Supplied records.
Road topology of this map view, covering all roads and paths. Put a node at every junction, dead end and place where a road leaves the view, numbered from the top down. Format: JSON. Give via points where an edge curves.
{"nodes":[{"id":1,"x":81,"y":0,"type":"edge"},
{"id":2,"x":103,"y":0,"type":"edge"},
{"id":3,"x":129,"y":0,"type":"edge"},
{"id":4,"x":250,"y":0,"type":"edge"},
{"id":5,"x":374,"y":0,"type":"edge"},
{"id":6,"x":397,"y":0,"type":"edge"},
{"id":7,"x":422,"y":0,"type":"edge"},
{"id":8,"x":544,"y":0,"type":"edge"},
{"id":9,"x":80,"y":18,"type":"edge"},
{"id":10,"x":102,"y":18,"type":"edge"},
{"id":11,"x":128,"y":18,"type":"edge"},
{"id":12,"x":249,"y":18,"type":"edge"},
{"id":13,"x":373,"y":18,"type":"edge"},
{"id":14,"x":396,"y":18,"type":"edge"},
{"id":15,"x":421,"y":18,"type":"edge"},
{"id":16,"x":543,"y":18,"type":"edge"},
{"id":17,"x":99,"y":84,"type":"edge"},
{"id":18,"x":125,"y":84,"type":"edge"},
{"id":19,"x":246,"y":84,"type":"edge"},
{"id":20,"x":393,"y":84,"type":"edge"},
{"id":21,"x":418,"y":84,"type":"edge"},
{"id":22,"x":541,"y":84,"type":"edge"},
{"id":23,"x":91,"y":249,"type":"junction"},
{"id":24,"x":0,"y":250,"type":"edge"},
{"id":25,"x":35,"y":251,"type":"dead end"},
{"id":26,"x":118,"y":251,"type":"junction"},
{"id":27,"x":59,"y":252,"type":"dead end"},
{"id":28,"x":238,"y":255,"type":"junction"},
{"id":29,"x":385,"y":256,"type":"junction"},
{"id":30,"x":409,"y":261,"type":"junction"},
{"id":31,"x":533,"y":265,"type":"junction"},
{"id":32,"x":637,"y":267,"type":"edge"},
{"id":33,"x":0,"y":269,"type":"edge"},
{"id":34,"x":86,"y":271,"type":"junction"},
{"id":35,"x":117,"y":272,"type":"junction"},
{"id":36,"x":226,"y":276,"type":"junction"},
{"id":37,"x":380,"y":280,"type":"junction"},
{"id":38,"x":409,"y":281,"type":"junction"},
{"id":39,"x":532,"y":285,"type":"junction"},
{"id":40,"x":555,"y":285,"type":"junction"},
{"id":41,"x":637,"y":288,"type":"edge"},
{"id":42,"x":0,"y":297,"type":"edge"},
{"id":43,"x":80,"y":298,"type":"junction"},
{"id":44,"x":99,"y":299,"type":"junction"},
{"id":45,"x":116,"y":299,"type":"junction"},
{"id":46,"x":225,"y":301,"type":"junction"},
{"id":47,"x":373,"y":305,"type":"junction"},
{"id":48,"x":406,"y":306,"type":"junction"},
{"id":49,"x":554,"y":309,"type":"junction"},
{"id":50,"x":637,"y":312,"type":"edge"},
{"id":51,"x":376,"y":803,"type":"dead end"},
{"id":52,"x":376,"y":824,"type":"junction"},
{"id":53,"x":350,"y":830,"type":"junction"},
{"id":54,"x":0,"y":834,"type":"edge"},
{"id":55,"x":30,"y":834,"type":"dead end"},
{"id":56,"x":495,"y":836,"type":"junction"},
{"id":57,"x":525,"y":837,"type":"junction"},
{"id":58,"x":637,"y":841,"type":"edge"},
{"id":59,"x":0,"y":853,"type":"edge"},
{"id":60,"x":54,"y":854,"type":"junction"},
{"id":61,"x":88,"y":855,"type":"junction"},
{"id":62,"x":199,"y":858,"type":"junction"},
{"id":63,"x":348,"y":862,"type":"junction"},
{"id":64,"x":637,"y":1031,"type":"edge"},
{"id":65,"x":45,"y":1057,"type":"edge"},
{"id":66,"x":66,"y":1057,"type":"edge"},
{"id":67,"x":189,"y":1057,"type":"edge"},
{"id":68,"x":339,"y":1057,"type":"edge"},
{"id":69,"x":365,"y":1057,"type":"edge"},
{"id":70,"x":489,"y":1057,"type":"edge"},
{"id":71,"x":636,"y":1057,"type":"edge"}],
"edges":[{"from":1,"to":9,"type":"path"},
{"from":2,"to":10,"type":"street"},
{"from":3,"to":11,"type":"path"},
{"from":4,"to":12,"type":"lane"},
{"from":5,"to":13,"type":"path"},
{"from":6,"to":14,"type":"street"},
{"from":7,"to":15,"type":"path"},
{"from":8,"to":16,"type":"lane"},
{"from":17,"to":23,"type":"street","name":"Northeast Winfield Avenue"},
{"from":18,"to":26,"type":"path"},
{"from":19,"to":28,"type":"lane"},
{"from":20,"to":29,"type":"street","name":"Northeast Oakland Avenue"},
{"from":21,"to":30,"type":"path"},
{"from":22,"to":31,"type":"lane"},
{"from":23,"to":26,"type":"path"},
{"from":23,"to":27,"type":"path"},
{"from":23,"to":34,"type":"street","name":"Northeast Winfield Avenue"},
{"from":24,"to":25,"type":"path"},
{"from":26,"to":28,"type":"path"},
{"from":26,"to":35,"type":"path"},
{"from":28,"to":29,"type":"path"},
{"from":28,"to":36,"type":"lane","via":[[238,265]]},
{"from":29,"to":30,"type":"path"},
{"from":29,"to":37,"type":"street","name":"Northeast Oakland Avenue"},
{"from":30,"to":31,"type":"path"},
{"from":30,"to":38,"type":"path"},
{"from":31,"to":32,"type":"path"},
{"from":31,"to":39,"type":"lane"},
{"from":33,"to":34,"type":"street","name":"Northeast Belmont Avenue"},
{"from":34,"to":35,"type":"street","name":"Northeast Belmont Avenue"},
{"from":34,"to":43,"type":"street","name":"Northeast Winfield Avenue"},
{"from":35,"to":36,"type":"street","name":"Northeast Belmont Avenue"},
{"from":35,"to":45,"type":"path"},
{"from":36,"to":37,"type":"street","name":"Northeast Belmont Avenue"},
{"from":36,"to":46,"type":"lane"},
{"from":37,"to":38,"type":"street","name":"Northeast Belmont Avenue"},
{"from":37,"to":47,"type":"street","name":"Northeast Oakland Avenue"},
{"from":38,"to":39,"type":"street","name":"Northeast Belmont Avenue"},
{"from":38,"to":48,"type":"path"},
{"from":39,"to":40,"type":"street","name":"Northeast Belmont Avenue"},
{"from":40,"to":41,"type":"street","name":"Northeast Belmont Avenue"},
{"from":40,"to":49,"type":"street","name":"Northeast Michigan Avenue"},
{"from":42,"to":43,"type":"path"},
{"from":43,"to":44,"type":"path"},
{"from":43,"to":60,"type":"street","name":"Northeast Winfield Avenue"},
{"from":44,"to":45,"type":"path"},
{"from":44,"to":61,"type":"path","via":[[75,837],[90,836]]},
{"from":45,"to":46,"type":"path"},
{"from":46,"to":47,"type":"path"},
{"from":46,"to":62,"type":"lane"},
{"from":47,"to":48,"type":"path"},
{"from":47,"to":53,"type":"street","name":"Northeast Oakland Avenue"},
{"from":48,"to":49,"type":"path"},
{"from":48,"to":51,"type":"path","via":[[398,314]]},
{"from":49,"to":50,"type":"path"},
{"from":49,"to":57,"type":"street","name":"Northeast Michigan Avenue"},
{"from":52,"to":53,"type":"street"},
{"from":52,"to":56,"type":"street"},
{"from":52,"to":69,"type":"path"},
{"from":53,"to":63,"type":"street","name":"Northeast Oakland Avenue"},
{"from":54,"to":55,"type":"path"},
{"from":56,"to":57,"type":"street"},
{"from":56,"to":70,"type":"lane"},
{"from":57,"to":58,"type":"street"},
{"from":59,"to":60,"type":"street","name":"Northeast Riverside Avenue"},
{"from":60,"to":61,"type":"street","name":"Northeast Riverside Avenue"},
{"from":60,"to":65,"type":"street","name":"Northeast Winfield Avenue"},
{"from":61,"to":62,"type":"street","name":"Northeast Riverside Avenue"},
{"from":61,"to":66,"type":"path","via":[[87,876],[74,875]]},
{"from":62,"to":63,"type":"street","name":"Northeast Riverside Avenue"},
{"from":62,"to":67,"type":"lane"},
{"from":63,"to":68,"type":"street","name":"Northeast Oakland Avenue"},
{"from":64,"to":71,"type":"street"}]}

Exercise requirements.
Please find, in the entries above, every line where "dead" occurs, and copy it.

Your response.
Road topology of this map view, covering all roads and paths. Put a node at every junction, dead end and place where a road leaves the view, numbered from the top down. Format: JSON. Give via points where an edge curves.
{"id":25,"x":35,"y":251,"type":"dead end"},
{"id":27,"x":59,"y":252,"type":"dead end"},
{"id":51,"x":376,"y":803,"type":"dead end"},
{"id":55,"x":30,"y":834,"type":"dead end"},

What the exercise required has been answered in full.